Stored data:
::::::::::
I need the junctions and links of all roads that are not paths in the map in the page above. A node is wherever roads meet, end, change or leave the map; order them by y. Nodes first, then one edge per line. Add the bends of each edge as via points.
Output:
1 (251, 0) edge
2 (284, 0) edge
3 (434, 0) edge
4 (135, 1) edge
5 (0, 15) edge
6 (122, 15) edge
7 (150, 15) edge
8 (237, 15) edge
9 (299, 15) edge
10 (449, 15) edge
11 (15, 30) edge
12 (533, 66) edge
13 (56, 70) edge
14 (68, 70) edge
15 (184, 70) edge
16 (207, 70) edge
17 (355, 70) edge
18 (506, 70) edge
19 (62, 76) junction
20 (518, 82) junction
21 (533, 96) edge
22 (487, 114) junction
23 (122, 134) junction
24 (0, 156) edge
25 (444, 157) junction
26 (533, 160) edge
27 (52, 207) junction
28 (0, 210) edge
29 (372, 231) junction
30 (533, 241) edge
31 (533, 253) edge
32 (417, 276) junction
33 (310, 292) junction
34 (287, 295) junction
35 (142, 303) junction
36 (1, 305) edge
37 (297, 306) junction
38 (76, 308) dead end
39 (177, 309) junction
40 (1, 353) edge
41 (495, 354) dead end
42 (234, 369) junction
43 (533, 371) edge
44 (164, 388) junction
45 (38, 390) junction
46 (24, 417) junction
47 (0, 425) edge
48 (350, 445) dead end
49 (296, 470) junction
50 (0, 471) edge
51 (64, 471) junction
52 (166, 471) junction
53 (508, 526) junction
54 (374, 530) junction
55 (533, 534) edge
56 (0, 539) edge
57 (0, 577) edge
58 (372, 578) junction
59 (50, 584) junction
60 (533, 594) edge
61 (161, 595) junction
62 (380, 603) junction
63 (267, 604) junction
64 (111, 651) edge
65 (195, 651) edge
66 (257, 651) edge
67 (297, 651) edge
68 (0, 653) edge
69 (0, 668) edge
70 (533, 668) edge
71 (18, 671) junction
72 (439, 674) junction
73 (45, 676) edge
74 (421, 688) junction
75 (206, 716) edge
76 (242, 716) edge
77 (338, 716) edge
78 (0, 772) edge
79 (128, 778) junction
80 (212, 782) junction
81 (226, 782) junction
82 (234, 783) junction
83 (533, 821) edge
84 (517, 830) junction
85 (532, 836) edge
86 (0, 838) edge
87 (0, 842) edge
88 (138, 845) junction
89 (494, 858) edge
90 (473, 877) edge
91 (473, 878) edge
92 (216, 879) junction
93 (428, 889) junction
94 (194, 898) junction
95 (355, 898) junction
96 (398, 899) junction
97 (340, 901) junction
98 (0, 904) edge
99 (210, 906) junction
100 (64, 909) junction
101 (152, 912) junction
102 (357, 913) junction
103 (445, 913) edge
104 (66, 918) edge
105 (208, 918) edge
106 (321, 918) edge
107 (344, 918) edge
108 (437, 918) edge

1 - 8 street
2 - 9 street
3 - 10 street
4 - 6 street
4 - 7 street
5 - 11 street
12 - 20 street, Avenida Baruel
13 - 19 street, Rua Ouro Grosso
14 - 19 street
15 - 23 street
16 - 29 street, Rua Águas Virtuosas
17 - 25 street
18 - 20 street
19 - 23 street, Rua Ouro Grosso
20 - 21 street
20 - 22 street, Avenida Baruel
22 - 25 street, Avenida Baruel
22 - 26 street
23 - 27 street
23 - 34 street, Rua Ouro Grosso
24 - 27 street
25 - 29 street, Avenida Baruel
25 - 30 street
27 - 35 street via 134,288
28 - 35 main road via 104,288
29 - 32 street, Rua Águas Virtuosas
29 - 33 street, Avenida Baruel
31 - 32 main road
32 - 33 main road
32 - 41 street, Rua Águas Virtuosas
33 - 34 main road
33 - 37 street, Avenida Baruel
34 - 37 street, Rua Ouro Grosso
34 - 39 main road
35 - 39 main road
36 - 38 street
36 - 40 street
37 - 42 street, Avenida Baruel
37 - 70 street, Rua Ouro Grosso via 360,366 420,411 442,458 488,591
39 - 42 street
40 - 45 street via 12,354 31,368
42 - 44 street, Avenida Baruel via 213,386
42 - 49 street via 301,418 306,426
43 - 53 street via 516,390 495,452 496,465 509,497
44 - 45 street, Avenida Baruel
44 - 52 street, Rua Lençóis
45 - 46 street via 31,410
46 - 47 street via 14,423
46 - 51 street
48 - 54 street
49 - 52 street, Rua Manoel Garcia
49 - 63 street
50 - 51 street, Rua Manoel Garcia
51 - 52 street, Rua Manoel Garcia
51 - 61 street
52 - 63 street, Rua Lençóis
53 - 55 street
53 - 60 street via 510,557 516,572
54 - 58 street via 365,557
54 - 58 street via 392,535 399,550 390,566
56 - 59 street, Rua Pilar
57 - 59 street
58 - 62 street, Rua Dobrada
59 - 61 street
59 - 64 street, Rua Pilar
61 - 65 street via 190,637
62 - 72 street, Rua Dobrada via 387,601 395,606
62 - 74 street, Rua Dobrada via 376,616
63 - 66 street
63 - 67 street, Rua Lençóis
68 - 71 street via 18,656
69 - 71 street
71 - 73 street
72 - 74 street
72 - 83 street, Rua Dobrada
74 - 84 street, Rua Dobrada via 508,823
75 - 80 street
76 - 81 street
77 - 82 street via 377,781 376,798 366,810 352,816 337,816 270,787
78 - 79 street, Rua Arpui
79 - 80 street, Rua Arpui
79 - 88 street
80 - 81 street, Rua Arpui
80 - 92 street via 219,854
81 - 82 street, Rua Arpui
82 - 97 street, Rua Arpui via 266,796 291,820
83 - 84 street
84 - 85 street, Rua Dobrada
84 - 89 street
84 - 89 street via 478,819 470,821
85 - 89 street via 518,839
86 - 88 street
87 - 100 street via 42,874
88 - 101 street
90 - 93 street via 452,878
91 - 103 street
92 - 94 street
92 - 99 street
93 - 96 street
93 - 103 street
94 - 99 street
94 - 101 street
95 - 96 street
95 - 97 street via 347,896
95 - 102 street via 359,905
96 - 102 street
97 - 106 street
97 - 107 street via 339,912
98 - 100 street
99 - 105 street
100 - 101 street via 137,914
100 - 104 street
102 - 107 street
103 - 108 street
::::::::::
[EXERCISE INSTRUCTIONS]
The string "Pilar" appears on how many lines of the records? State the number alone.

[ANSWER FOR THIS EXERCISE]
2